The great convergence hath come to pass, my friends.
Oprah asked Palin directly whether she wanted to get into the talk show business. Palin demurred and, according to audience members interviewed outside the studio, suggested she was considering the move. Palin did not give a direct yes or no answer.
In addition, at least one audience member noticed tension between Oprah and Palin.
Oprah “kept on her and on her,” said Lauren Espie of Oprah’s inquiries into Palin’s plans to host a talk show. But Palin “bluntly never responded.”
This was the big takeaway from the interview? Not “death panels” or McCain aides kneecapping her or Levi Johnston turning out to be the ultimate D-bag? Way to seize the moment, Oprah. As for the book, Mark Halperin’s got a bullet-point sneak preview (nutshell: heavy on media-bashing, light on policy) but this piece at Daily Finance about how it might not end up being the cash cow everyone expects is more interesting. Hmmmm:
If Palin’s advance is as high as $5 million, then HarperCollins wlll need to sell more than 400,000 copies of Going Rogue to cover the advance and expenses for marketing and overhead…
Within the industry, figures for both print runs and pre-orders are notoriously inaccurate.

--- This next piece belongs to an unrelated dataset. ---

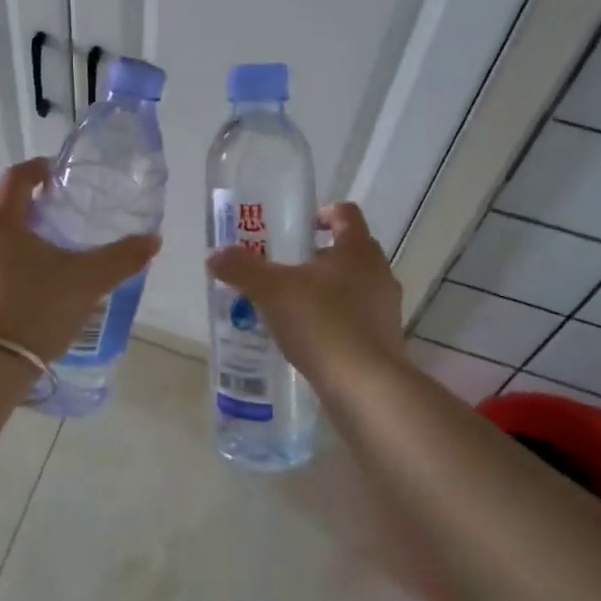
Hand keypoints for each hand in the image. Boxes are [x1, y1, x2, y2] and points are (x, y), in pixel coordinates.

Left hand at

Publishers inflate print-run figures — a good rule of thumb is that the actual print run is half of what’s reported — so the 1.5 million-copy press run of Going Rogue is likely closer to 750,000. The Amazon-Target-Walmart price war has made cheap copies plentiful, but their sites’ “bestseller” rankings indicate high velocity, not necessarily high sales; if several hundred copies of Going Rogue were rapidly pre-ordered, the book would shoot up in the rankings.
I’m going to inch out on the limb and guess that a book promoted with heavily hyped interviews on Oprah, Barbara, Greta, Hannity, and O’Reilly(!) is likely to end up making money. Dude, she was pledging autographed copies at that pro-life event in return for $1,000 donations. The grassroots is going to eat it up.
Incidentally, if you missed her latest Facebook post, she’s now objecting to the characterization of her comments about “In God We Trust” on American coins, insisting that they had nothing to do with Obama. Fair enough, but even so, her point was that they were part of a trend — and as Fox News demonstrates, that “trend” was short-lived. Exit question: How does a good conservative atheist boy support a candidate who thinks “we too often move God to the side in our public life”?
Update: Ever vigilant for media bias, Palin supporters are accusing me in the comments of having written a misleading headline. All I can do is give you what’s in the story. Quote: “Palin demurred and, according to audience members interviewed outside the studio, suggested she was considering the move.” I added “hints” to the headline. Good enough?